Ok, I just did that - not knowing anything at all about Keycloak, had to do some web searching. Could not find any sign of furore over its licensing, so if you could just provide the citations that have escaped my weak sauce google-fu...

TIA.

that one in the corner Silver badge

Re: Sorry, but why do we need so many Open Source licenses ?

> Some people choose to put their work in the public domain, which is the most permissive they can be

In the US, you are able to release something you've just created into the Public Domain immediately, giving up all copyright interests: an "early" PD, so to speak, without waiting for the author to pop their clogs. As you point out, SQLite takes that route.
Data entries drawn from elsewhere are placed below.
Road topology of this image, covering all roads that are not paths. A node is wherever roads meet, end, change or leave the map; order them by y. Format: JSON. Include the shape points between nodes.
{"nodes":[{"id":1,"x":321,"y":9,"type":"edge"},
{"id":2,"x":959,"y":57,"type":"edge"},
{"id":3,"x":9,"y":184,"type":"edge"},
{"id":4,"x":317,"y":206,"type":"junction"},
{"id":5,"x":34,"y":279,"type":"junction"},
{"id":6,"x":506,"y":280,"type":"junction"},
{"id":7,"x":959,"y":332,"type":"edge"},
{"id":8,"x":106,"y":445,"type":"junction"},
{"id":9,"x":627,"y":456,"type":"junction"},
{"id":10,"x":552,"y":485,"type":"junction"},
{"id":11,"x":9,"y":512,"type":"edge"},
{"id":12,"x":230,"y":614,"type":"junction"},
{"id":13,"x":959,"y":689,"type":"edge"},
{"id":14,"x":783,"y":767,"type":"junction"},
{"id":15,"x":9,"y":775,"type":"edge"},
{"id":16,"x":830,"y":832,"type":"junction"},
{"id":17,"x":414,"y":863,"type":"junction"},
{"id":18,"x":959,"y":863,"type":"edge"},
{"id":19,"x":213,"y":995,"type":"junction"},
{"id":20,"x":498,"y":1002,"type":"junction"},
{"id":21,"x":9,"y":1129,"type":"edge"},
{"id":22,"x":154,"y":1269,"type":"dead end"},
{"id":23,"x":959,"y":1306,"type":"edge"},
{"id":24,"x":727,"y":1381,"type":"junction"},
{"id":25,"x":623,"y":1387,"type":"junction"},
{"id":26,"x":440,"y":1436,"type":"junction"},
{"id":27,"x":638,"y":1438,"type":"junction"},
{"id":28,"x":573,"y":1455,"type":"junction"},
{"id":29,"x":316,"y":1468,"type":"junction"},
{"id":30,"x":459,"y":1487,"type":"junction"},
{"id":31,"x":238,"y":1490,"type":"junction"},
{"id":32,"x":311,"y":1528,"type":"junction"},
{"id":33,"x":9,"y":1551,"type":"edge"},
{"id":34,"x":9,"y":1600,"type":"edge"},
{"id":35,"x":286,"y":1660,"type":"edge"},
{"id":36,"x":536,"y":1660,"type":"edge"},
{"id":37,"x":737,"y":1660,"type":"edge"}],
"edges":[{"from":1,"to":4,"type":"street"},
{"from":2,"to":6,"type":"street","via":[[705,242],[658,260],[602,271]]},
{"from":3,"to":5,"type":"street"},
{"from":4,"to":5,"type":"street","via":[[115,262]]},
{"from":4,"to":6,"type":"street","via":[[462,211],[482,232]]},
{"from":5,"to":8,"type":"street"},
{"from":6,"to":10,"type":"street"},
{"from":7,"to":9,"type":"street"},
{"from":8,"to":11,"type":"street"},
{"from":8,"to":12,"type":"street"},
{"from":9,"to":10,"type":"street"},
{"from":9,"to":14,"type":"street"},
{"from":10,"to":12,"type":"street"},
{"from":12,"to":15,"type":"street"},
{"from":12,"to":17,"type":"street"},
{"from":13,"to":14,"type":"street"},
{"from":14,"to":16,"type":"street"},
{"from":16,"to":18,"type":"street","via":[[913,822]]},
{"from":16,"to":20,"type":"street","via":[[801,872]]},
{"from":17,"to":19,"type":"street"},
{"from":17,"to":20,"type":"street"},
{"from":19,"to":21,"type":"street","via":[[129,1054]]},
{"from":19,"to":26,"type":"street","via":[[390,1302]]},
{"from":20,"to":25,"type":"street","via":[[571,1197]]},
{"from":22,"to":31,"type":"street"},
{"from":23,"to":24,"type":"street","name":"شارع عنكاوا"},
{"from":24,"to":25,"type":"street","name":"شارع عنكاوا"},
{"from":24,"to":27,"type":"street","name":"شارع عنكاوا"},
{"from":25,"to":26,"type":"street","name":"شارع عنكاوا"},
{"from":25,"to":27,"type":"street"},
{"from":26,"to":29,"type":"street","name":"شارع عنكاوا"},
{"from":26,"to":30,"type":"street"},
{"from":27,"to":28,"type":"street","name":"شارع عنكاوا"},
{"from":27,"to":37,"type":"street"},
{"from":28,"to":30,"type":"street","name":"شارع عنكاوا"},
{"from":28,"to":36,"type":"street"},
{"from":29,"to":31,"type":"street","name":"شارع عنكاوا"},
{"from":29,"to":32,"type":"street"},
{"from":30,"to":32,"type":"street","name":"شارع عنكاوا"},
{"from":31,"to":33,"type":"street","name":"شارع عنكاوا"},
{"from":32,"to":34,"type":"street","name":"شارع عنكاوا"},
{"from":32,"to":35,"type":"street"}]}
But the interpretation of "early" PD does not hold everywhere (anywhere else?) - IIRC Germany in particular has problems reconciling it when you want to do one of those reports to indicate that you have properly licensed all the code in your product. Which is why the SQLite copyright page describes it as PD but then goes on to discuss "what if PD isn't valid where I live"...

Plus that weird Federal thing you referenced, which I believe gets tangled into students work under Federal grants or something, which may be what Liam was referring to (haven't paid too much attention to that, as, being outside the US, the materials that are PD in the US under that clause are generally not PD outside it; we have to look for more explicit statements attached directly to the materials).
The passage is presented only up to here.